Apart from the pictures, reproduce the data below exactly as it stands.

►

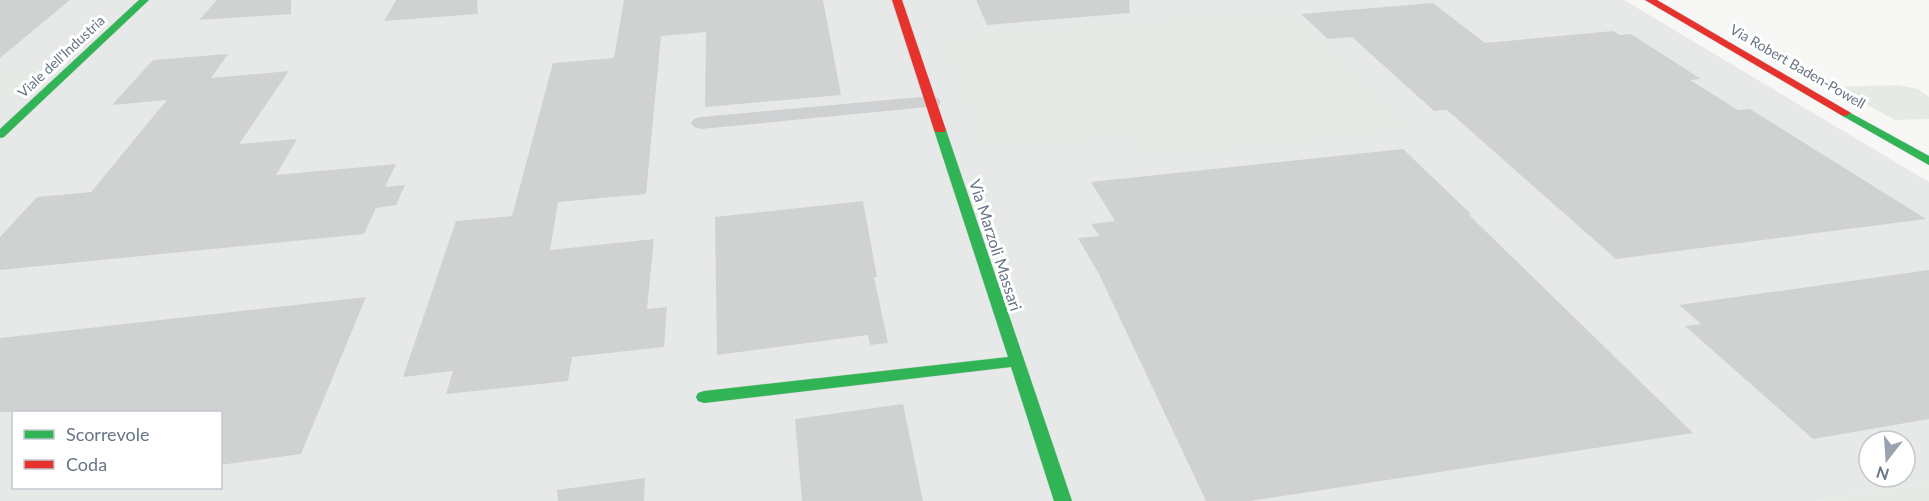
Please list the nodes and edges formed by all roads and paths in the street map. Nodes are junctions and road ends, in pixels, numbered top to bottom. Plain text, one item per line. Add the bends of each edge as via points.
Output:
1 (144, 0) edge
2 (897, 0) edge
3 (1650, 0) edge
4 (931, 102) junction
5 (701, 123) dead end
6 (0, 135) edge
7 (1929, 161) edge
8 (1017, 361) junction
9 (704, 397) dead end
10 (1063, 501) edge

1 - 6 street, Viale dell'Industria
2 - 4 street, Via Marzoli Massari
3 - 7 street, Via Robert Baden-Powell
4 - 5 street
4 - 8 street, Via Marzoli Massari
8 - 9 street
8 - 10 street, Via Marzoli Massari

◄

• _Exercise response_:
Please list the nodes and edges formed by all roads and paths in the street map. Nodes are junctions and road ends, in pixels, numbered top to bottom. Plain text, one item per line. Add the bends of each edge as via points.
Output:
1 (144, 0) edge
2 (897, 0) edge
3 (1650, 0) edge
4 (931, 102) junction
5 (701, 123) dead end
6 (0, 135) edge
7 (1929, 161) edge
8 (1017, 361) junction
9 (704, 397) dead end
10 (1063, 501) edge

1 - 6 street, Viale dell'Industria
2 - 4 street, Via Marzoli Massari
3 - 7 street, Via Robert Baden-Powell
4 - 5 street
4 - 8 street, Via Marzoli Massari
8 - 9 street
8 - 10 street, Via Marzoli Massari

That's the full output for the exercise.